Jonathan asked me last night what I was going to miss the most when I leave and I said the space (ROOMS) and the time it takes to get to the beach (six minutes) without the need to pack anything, just a towel, water, sunscreen, sunglasses, and optional shirt. I’m also going to miss the missed opportunity to finish the sewing/’outfits’ project I started and that I put in the show unfinished. I’m looking forward to continuing that project back in my studio in the city. I’m also going to miss wearing JUST a pair of shorts, every day, all day.
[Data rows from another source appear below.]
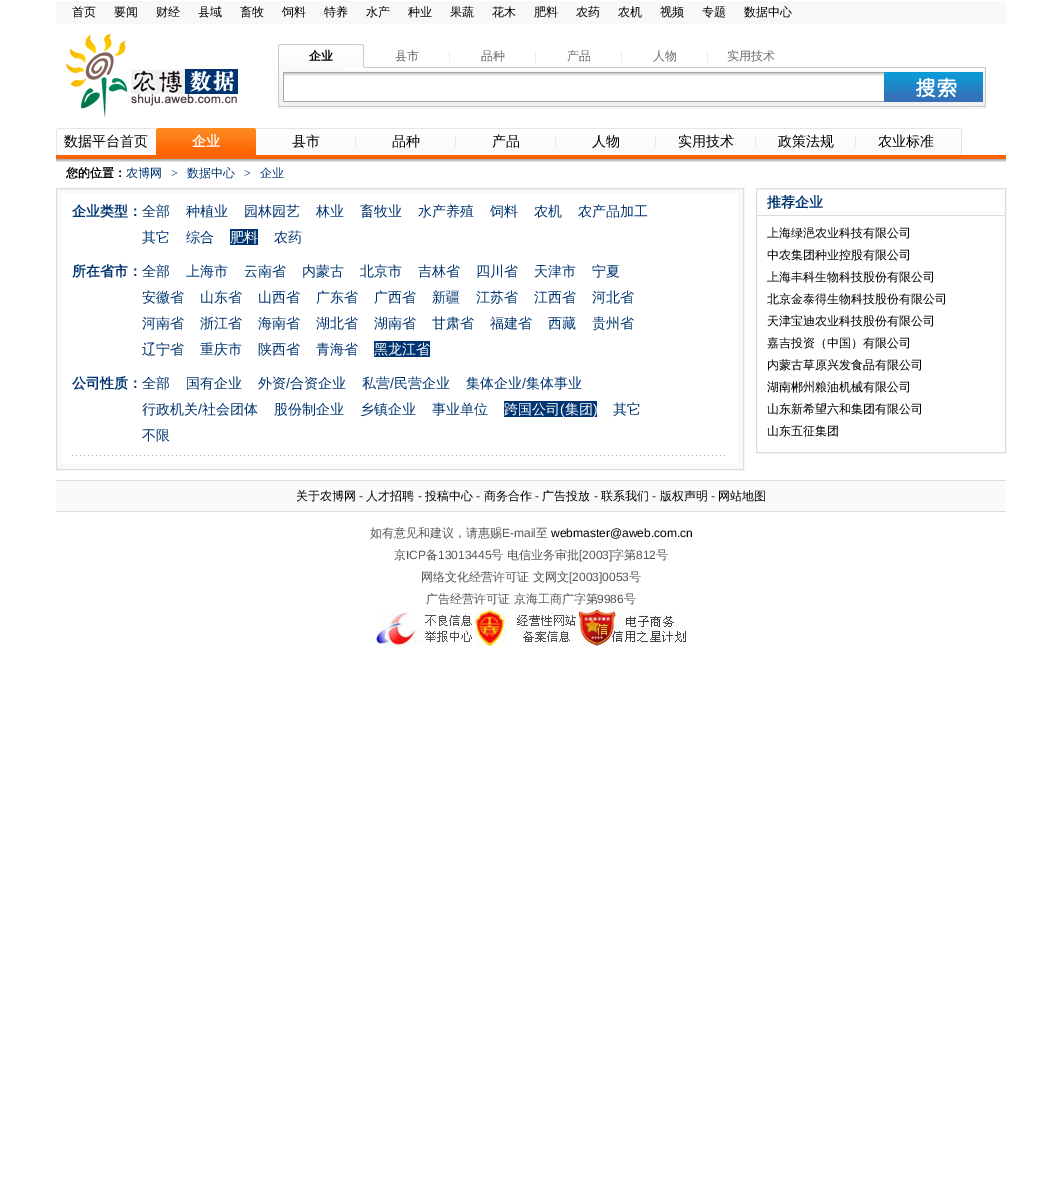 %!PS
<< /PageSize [1062 1195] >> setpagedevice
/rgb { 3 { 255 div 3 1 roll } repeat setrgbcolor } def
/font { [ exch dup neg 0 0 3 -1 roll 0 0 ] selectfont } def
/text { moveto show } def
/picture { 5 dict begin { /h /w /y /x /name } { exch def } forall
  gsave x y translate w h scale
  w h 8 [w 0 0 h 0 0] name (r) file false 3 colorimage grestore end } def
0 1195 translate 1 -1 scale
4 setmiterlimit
255 255 255 rgb
0 0 1062 1195 rectfill
248 248 248 rgb
56 1 950 23 rectfill
(img_01.rgb) 66 34 172 84 picture
(img_02.rgb) 364 67 622 1 picture
(img_03.rgb) 278 44 83 24 picture
(img_04.rgb) 361 44 3 24 picture
(img_05.rgb) 449 50 1 13 picture
(img_05.rgb) 535 50 1 13 picture
(img_06.rgb) 621 50 1 18 picture
(img_05.rgb) 707 50 1 13 picture
(img_07.rgb) 278 68 708 42 picture
(img_08.rgb) 884 72 99 30 picture
(img_09.rgb) 56 155 950 7 picture
(img_10.rgb) 56 128 900 27 picture
(img_11.rgb) 156 128 95 27 picture
(img_12.rgb) 251 128 5 27 picture
(img_13.rgb) 355 134 1 13 picture
(img_13.rgb) 455 134 1 13 picture
(img_13.rgb) 555 134 1 13 picture
(img_13.rgb) 655 134 1 13 picture
(img_13.rgb) 755 134 1 13 picture
(img_13.rgb) 855 134 1 13 picture
(img_14.rgb) 956 128 6 27 picture
249 249 249 rgb
56.5 188.5 moveto 687 0 rlineto 0 281 rlineto -687 0 rlineto closepath gsave fill grestore
220 220 220 rgb
stroke
255 255 255 rgb
62 194 676 270 rectfill
(img_15.rgb) 72 455 653 1 picture
1 53 114 rgb
230 229 28 16 rectfill
374 341 56 16 rectfill
504 401 93 16 rectfill
220 220 220 rgb
756.5 188.5 249 264 rectstroke
250 250 250 rgb
757 212 248 2 rectfill
220 220 220 rgb
757 215 248 1 rectfill
250 250 250 rgb
56 481 950 30 rectfill
221 221 221 rgb
56 480 950 1 rectfill
56 511 950 1 rectfill
(img_16.rgb) 376 610 96 36 picture
(img_17.rgb) 475 610 101 36 picture
(img_18.rgb) 579 610 107 36 picture
/WenQuanYiZenHei-Medium 12 font
0 0 0 rgb
(首页) 72 16 text
(要闻) 114 16 text
(财经) 156 16 text
(县域) 198 16 text
(畜牧) 240 16 text
(饲料) 282 16 text
(特养) 324 16 text
(水产) 366 16 text
(种业) 408 16 text
(果蔬) 450 16 text
(花木) 492 16 text
(肥料) 534 16 text
(农药) 576 16 text
(农机) 618 16 text
(视频) 660 16 text
(专题) 702 16 text
(数据中心) 744 16 text
/WenQuanYiZenHei-Bold 12 font
(企业) 309 60 text
/WenQuanYiZenHei-Medium 12 font
104 104 104 rgb
(县市) 395 60 text
(品种) 481 60 text
(产品) 567 60 text
(人物) 653 60 text
(实用技术) 727 60 text
/WenQuanYiZenHei-Medium 14 font
0 0 0 rgb
(数据平台首页) 64 146 text
/WenQuanYiZenHei-Bold 14 font
255 255 255 rgb
(企业) 192 146 text
/WenQuanYiZenHei-Medium 14 font
0 0 0 rgb
(县市) 292 146 text
(品种) 392 146 text
(产品) 492 146 text
(人物) 592 146 text
(实用技术) 678 146 text
(政策法规) 778 146 text
(农业标准) 878 146 text
/WenQuanYiZenHei-Bold 12 font
(您的位置：) 66 177 text
/WenQuanYiZenHei-Medium 12 font
1 53 114 rgb
(农博网) 126 177 text
/LiberationSerif-Regular 12 font
(>) 171 177 text
/WenQuanYiZenHei-Medium 12 font
(数据中心) 187 177 text
/LiberationSerif-Regular 12 font
(>) 244 177 text
/WenQuanYiZenHei-Medium 12 font
(企业) 260 177 text
/WenQuanYiZenHei-Bold 14 font
(企业类型：) 72 216 text
/WenQuanYiZenHei-Medium 14 font
(全部) 142 216 text
(种植业) 186 216 text
(园林园艺) 244 216 text
(林业) 316 216 text
(畜牧业) 360 216 text
(水产养殖) 418 216 text
(饲料) 490 216 text
(农机) 534 216 text
(农产品加工) 578 216 text
(其它) 142 242 text
(综合) 186 242 text
255 255 255 rgb
(肥料) 230 242 text
1 53 114 rgb
(农药) 274 242 text
/WenQuanYiZenHei-Bold 14 font
(所在省市：) 72 276 text
/WenQuanYiZenHei-Medium 14 font
(全部) 142 276 text
(上海市) 186 276 text
(云南省) 244 276 text
(内蒙古) 302 276 text
(北京市) 360 276 text
(吉林省) 418 276 text
(四川省) 476 276 text
(天津市) 534 276 text
(宁夏) 592 276 text
(安徽省) 142 302 text
(山东省) 200 302 text
(山西省) 258 302 text
(广东省) 316 302 text
(广西省) 374 302 text
(新疆) 432 302 text
(江苏省) 476 302 text
(江西省) 534 302 text
(河北省) 592 302 text
(河南省) 142 328 text
(浙江省) 200 328 text
(海南省) 258 328 text
(湖北省) 316 328 text
(湖南省) 374 328 text
(甘肃省) 432 328 text
(福建省) 490 328 text
(西藏) 548 328 text
(贵州省) 592 328 text
(辽宁省) 142 354 text
(重庆市) 200 354 text
(陕西省) 258 354 text
(青海省) 316 354 text
255 255 255 rgb
(黑龙江省) 374 354 text
/WenQuanYiZenHei-Bold 14 font
1 53 114 rgb
(公司性质：) 72 388 text
/WenQuanYiZenHei-Medium 14 font
(全部) 142 388 text
(国有企业) 186 388 text
(外资) 258 388 text
/LiberationSans-Regular 14 font
(/) 286 388 text
/WenQuanYiZenHei-Medium 14 font
(合资企业) 290 388 text
(私营) 362 388 text
/LiberationSans-Regular 14 font
(/) 390 388 text
/WenQuanYiZenHei-Medium 14 font
(民营企业) 394 388 text
(集体企业) 466 388 text
/LiberationSans-Regular 14 font
(/) 522 388 text
/WenQuanYiZenHei-Medium 14 font
(集体事业) 526 388 text
(行政机关) 142 414 text
/LiberationSans-Regular 14 font
(/) 198 414 text
/WenQuanYiZenHei-Medium 14 font
(社会团体) 202 414 text
(股份制企业) 274 414 text
(乡镇企业) 360 414 text
(事业单位) 432 414 text
255 255 255 rgb
(跨国公司) 504 414 text
/LiberationSans-Regular 14 font
(\() 560 414 text
/WenQuanYiZenHei-Medium 14 font
(集团) 565 414 text
/LiberationSans-Regular 14 font
(\)) 593 414 text
/WenQuanYiZenHei-Medium 14 font
1 53 114 rgb
(其它) 613 414 text
(不限) 142 440 text
/WenQuanYiZenHei-Bold 14 font
(推荐企业) 767 207 text
/WenQuanYiZenHei-Medium 12 font
0 0 0 rgb
(上海绿浥农业科技有限公司) 767 237 text
(中农集团种业控股有限公司) 767 259 text
(上海丰科生物科技股份有限公司) 767 281 text
(北京金泰得生物科技股份有限公司) 767 303 text
(天津宝迪农业科技股份有限公司) 767 325 text
(嘉吉投资（中国）有限公司) 767 347 text
(内蒙古草原兴发食品有限公司) 767 369 text
(湖南郴州粮油机械有限公司) 767 391 text
(山东新希望六和集团有限公司) 767 413 text
(山东五征集团) 767 435 text
(关于农博网) 296 500 text
/LiberationSans-Regular 12 font
51 51 51 rgb
(-) 359 500 text
/WenQuanYiZenHei-Medium 12 font
0 0 0 rgb
(人才招聘) 366 500 text
/LiberationSans-Regular 12 font
51 51 51 rgb
(-) 418 500 text
/WenQuanYiZenHei-Medium 12 font
0 0 0 rgb
(投稿中心) 425 500 text
/LiberationSans-Regular 12 font
51 51 51 rgb
(-) 476 500 text
/WenQuanYiZenHei-Medium 12 font
0 0 0 rgb
(商务合作) 484 500 text
/LiberationSans-Regular 12 font
51 51 51 rgb
(-) 535 500 text
/WenQuanYiZenHei-Medium 12 font
0 0 0 rgb
(广告投放) 542 500 text
/LiberationSans-Regular 12 font
51 51 51 rgb
(-) 594 500 text
/WenQuanYiZenHei-Medium 12 font
0 0 0 rgb
(联系我们) 601 500 text
/LiberationSans-Regular 12 font
51 51 51 rgb
(-) 652 500 text
/WenQuanYiZenHei-Medium 12 font
0 0 0 rgb
(版权声明) 660 500 text
/LiberationSans-Regular 12 font
51 51 51 rgb
(-) 711 500 text
/WenQuanYiZenHei-Medium 12 font
0 0 0 rgb
(网站地图) 718 500 text
85 85 85 rgb
(如有意见和建议，请惠赐) 370 537 text
/LiberationSans-Regular 12 font
(E-mail) 502 537 text
/WenQuanYiZenHei-Medium 12 font
(至) 536 537 text
/LiberationSans-Regular 12 font
0 0 0 rgb
(webmaster@aweb.com.cn) 551 537 text
/WenQuanYiZenHei-Medium 12 font
85 85 85 rgb
(京) 394 559 text
/LiberationSans-Regular 12 font
(ICP) 406 559 text
/WenQuanYiZenHei-Medium 12 font
(备) 426 559 text
/LiberationSans-Regular 12 font
(13013445) 438 559 text
/WenQuanYiZenHei-Medium 12 font
(号 电信业务审批) 491 559 text
/LiberationSans-Regular 12 font
([2003]) 579 559 text
/WenQuanYiZenHei-Medium 12 font
(字第) 612 559 text
/LiberationSans-Regular 12 font
(812) 636 559 text
/WenQuanYiZenHei-Medium 12 font
(号) 656 559 text
(网络文化经营许可证 文网文) 421 581 text
/LiberationSans-Regular 12 font
([2003]0053) 569 581 text
/WenQuanYiZenHei-Medium 12 font
(号) 629 581 text
(广告经营许可证 京海工商广字第) 426 603 text
/LiberationSans-Regular 12 font
(9986) 597 603 text
/WenQuanYiZenHei-Medium 12 font
(号) 624 603 text
showpage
If I stayed here any longer and tried to continue with my work it would be interesting, some things would change, and it’s nice to explore new things, but you also lose a little bit of your identity that you’ve forged since day one of your birth. Which is interesting but also a little scary. This is kind of what I touched on yesterday when I mentioned Marlon Brando and Jim Jones, leaving urban environments and retreating to remote areas and letting eccentricities flourish, for better or worse. The city, even thought it’s jammed with thoughts and ideas, also gives you a set of self-imposed blinders and lets you work more in a straight, progressive line, with subtle and thought out discoveries played out in small, one bedroom apartments and conservative sized art studios vrs an eccentric loss of self that can happen on a remote island, with ample ROOMS.
That probably didn’t make much sense but it made sense to me. I’d like to go back and fix it a bit and try to write it in a way that makes more sense, but that would take the entire afternoon. I think it’s interesting though and important because where people live, wether it’s by their own choosing or more often by financial circumstance, and the objects they surround themselves with, effects every thing about them - their work, their well being, their interactions with people, everything. This is a pretty basic concept though, just ask Martha Stewart, but I think the differences between living in a remote area vrs an urban area and how that effects people is interesting.
It’s 2:28. I think I’ll go move some items around the house and find new homes for them. And then go for a swim and start packing just a bit so I don’t have to do it all tomorrow. I’m looking forward to seeing Jonathan. I wonder what it’s going to be like flying into NY and getting on the subway. Going from ROOMS on the island to the subway.


5:27PM I went over to Saline for a swim and I’m really glad I did. I swam nude too, one of the last nude swims I’ll get to do before I leave the island. It was so nice at Saline today. I love it there. Got back to the house (without running out of gas) and talked with Douglas and John. We’re going to dinner tonight for some seafood. That will be nice. The sun will be setting in an hour and I’m feeling much better than I did this morning, when I was rambling on and on about ROOMS.
Monique landed in Newark last night and today she’s in Manhattan for the day before she flies back to SF in the morning. She sent me this picture via camera phone, she was on 53rd and Park....it’s Damien Hirst again:So there’s your semi-live shot of Manhattan, via sell phone to the Caribbean and then to the blog. Thanks Monique for the picture.
That’s it for today. Jonathan, I hope you are having a good day in New Jersey. Mom, I hope you are having a good day in Maine, Liz, I hope things are going well in Florida.